The old advertising slogan about a diamond being forever is true – and that is one of the most significant reasons why selecting the right diamond is so important. A quality diamond is not only beautiful beyond compare, it is also an investment that will last a lifetime and beyond to the next generation. Let us help you choose a diamond that you or your loved one will always love and be proud to wear.

Finished Diamond Ring

What’s in a Diamond?

A diamond is made from tiny atoms of carbon that have been compressed under extreme pressure from the weight of the earth over a long period of time. These small items bond tightly together, making diamonds one of the hardest substances on earth. And because of the extreme amount of pressure and time required, diamonds are rare. They are also heat resistant and have a very high melting or vaporization point. That is a scientific description of a diamond. From an aesthetic point of view, diamonds are simply beautiful. The way they shimmer in the light is imitated but unmatched by any other substance. But what really makes diamonds so important is that their scientific and aesthetic qualities create the perfect metaphor for an ideal romantic love – bonded tightly together, resistant to the pressures and fires of daily living, and bringing light and beauty into the lives of the lovers.

Characteristics of Diamonds


A carat is the term used for measuring the size of a diamond, but it is actually a measurement of the weight of a diamond, not the width or length. A carat’s weight is .007 ounces, or .2 grams in the metric system. Since large, quality diamonds are much rarer than smaller ones, a larger diamond can be much more expensive than a smaller one. A diamond that is twice the size of another diamond will cost much more than twice the price. However, since diamonds come in different shapes and cuts, it is possible to choose a diamond that appears larger due to being wider across the top.


Diamonds come in many different cuts and shapes: round, princess, oval, cushion, emerald, heart, marquise, pear, and radiant, baguette, rose, brilliant, and French cut. To a jeweler, cut and shape are not exactly the same thing, since shape refers to the cut of the outer shape of the diamond, and cut refers to not only the outer shape but also the style of the actual cuts of the individual facets. For someone choosing a diamond, the outer shape of the diamond is usually one of the primary considerations.

Personal preference is the main factor in choosing. However, some stones are also easier to find settings for than others – for example, round stones fit more easily into more popular settings. Both the outer shape and the way the facets are cut can affect the reflectiveness and the appearance of color in the diamond. The quality of the cut is another factor in choosing a diamond and in determining its value. The Gemological Institute of America grades diamonds as poor, good or excellent, taking into consideration the diamond’s fire, brightness, and scintillation, which means the way it interacts with light and sparkles. But the most important thing is that you love the way it shines.

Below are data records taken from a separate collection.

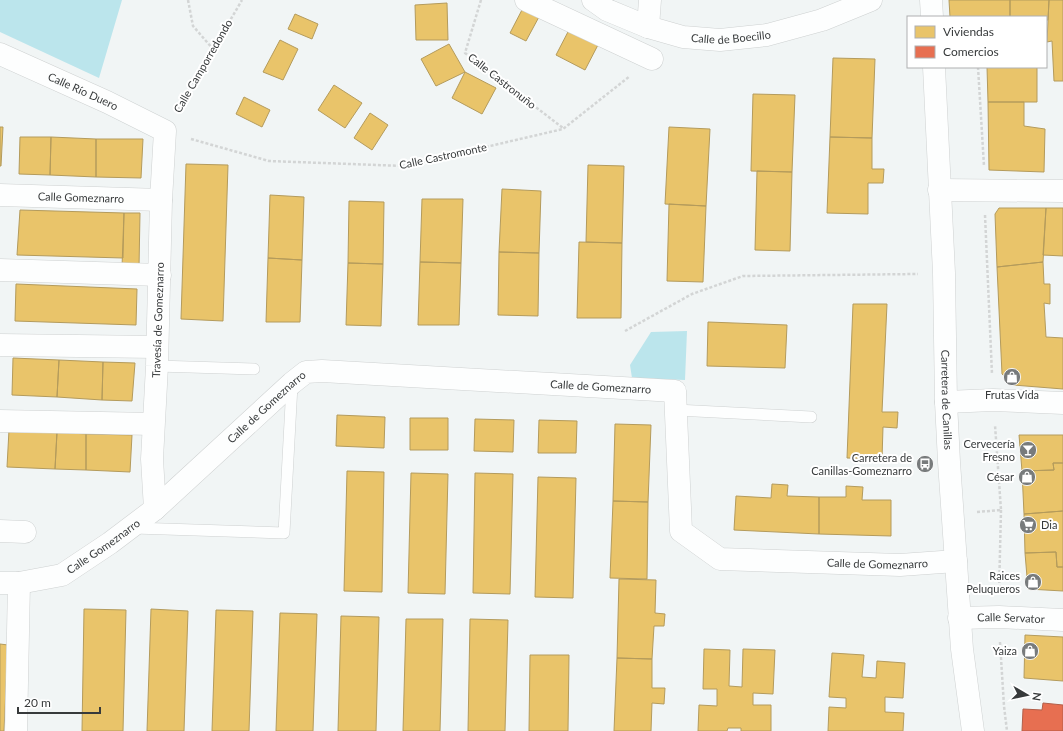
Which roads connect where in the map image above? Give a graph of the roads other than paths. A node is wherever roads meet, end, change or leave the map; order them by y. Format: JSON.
{"nodes":[{"id":1,"x":526,"y":0,"type":"edge"},
{"id":2,"x":593,"y":0,"type":"edge"},
{"id":3,"x":650,"y":0,"type":"edge"},
{"id":4,"x":871,"y":0,"type":"edge"},
{"id":5,"x":931,"y":0,"type":"edge"},
{"id":6,"x":932,"y":16,"type":"edge"},
{"id":7,"x":648,"y":27,"type":"junction"},
{"id":8,"x":0,"y":54,"type":"edge"},
{"id":9,"x":652,"y":59,"type":"road end"},
{"id":10,"x":934,"y":68,"type":"edge"},
{"id":11,"x":165,"y":131,"type":"joint"},
{"id":12,"x":939,"y":190,"type":"junction"},
{"id":13,"x":1063,"y":191,"type":"edge"},
{"id":14,"x":0,"y":195,"type":"edge"},
{"id":15,"x":161,"y":200,"type":"junction"},
{"id":16,"x":0,"y":270,"type":"edge"},
{"id":17,"x":160,"y":275,"type":"junction"},
{"id":18,"x":0,"y":345,"type":"edge"},
{"id":19,"x":157,"y":357,"type":"junction"},
{"id":20,"x":254,"y":369,"type":"dead end"},
{"id":21,"x":292,"y":383,"type":"junction"},
{"id":22,"x":946,"y":402,"type":"junction"},
{"id":23,"x":1063,"y":403,"type":"edge"},
{"id":24,"x":676,"y":410,"type":"junction"},
{"id":25,"x":811,"y":417,"type":"dead end"},
{"id":26,"x":0,"y":421,"type":"edge"},
{"id":27,"x":153,"y":424,"type":"junction"},
{"id":28,"x":155,"y":508,"type":"junction"},
{"id":29,"x":131,"y":528,"type":"junction"},
{"id":30,"x":0,"y":531,"type":"edge"},
{"id":31,"x":25,"y":532,"type":"dead end"},
{"id":32,"x":956,"y":561,"type":"junction"},
{"id":33,"x":9,"y":583,"type":"edge"},
{"id":34,"x":959,"y":618,"type":"junction"},
{"id":35,"x":1063,"y":620,"type":"edge"},
{"id":36,"x":16,"y":731,"type":"edge"},
{"id":37,"x":973,"y":731,"type":"edge"}],
"edges":[{"from":1,"to":9,"type":"street"},
{"from":2,"to":7,"type":"street","name":"Calle de Boecillo"},
{"from":3,"to":7,"type":"street"},
{"from":4,"to":7,"type":"street","name":"Calle de Boecillo"},
{"from":5,"to":6,"type":"street"},
{"from":8,"to":11,"type":"street","name":"Calle Río Duero"},
{"from":10,"to":12,"type":"street","name":"Carretera de Canillas"},
{"from":11,"to":15,"type":"street","name":"Travesía de Gomeznarro"},
{"from":12,"to":13,"type":"street"},
{"from":12,"to":22,"type":"street","name":"Carretera de Canillas"},
{"from":14,"to":15,"type":"street","name":"Calle Gomeznarro"},
{"from":15,"to":17,"type":"street","name":"Travesía de Gomeznarro"},
{"from":16,"to":17,"type":"street"},
{"from":17,"to":19,"type":"street","name":"Travesía de Gomeznarro"},
{"from":18,"to":19,"type":"street"},
{"from":19,"to":20,"type":"lane"},
{"from":19,"to":27,"type":"street","name":"Travesía de Gomeznarro"},
{"from":21,"to":24,"type":"street","name":"Calle de Gomeznarro"},
{"from":21,"to":28,"type":"street","name":"Calle de Gomeznarro"},
{"from":21,"to":29,"type":"lane"},
{"from":22,"to":23,"type":"street"},
{"from":22,"to":32,"type":"street","name":"Carretera de Canillas"},
{"from":24,"to":25,"type":"lane"},
{"from":24,"to":32,"type":"street","name":"Calle de Gomeznarro"},
{"from":26,"to":27,"type":"street"},
{"from":27,"to":28,"type":"street","name":"Travesía de Gomeznarro"},
{"from":28,"to":29,"type":"street","name":"Calle Gomeznarro"},
{"from":29,"to":33,"type":"street","name":"Calle Gomeznarro"},
{"from":30,"to":31,"type":"street"},
{"from":32,"to":34,"type":"street","name":"Carretera de Canillas"},
{"from":33,"to":36,"type":"street"},
{"from":34,"to":35,"type":"street","name":"Calle Servator"},
{"from":34,"to":37,"type":"street","name":"Carretera de Canillas"}]}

Clarity is another factor that affects your stone’s appearance and value. Diamonds are not usually perfect. A perfect, or flawless, diamond is very rare. Flaws on the surface of a diamond are called blemishes. Flaws within the diamond are called inclusions. Inclusions can be caused by any material that was trapped within the diamond when it was forming – even gases or separate diamond particles can create inclusions.

An inclusion can also be a tiny fracture within the diamond. Large inclusions that are obviously visible even without microscopic tools can significantly decrease the beauty and value of the diamond. These inclusions will keep the diamond from being able to reflect light as brilliantly as a clearer diamond will do and will be dull. However, very small inclusions that are difficult to see will not detract from the diamond’s beauty. In fact, since modern technology can create a synthetic diamond that is difficult to distinguish from the real thing, a tiny inclusion or two in a diamond can be a way of showing off the uniqueness and authenticity of that particular diamond.


Diamonds come in several colors; however, the most popular color is the white diamond. White diamonds vary in whiteness, and range from a pure, colorless stone to a stone that is very yellow in appearance. This range can be graded on a scale from D to Z, with D being the whitest and most valuable diamond. Stones in the G to J range are generally considered the overall best value however, since they will still appear very white if they are set in yellow gold. But again, individual preference is the most important thing, especially if you are choosing a diamond that you will be wearing every day.


The setting for your diamond impacts the appearance of your diamond and is an important consideration in the overall selection of your piece. It provides the background for displaying your diamond. Certain stone shapes fit better in some settings than in others, and a perfectly set stone is important to prevent loss of a loose diamond. We can help you choose a setting style and diamond combination that will work well together. In addition to the shape, size and design of the setting, you will also need to choose the color and metal: Stainless steel, silver, yellow gold, white gold or platinum. Cost, skin tone, color of the diamond and coordinating with other pieces you own are some factors you might consider when making this choice.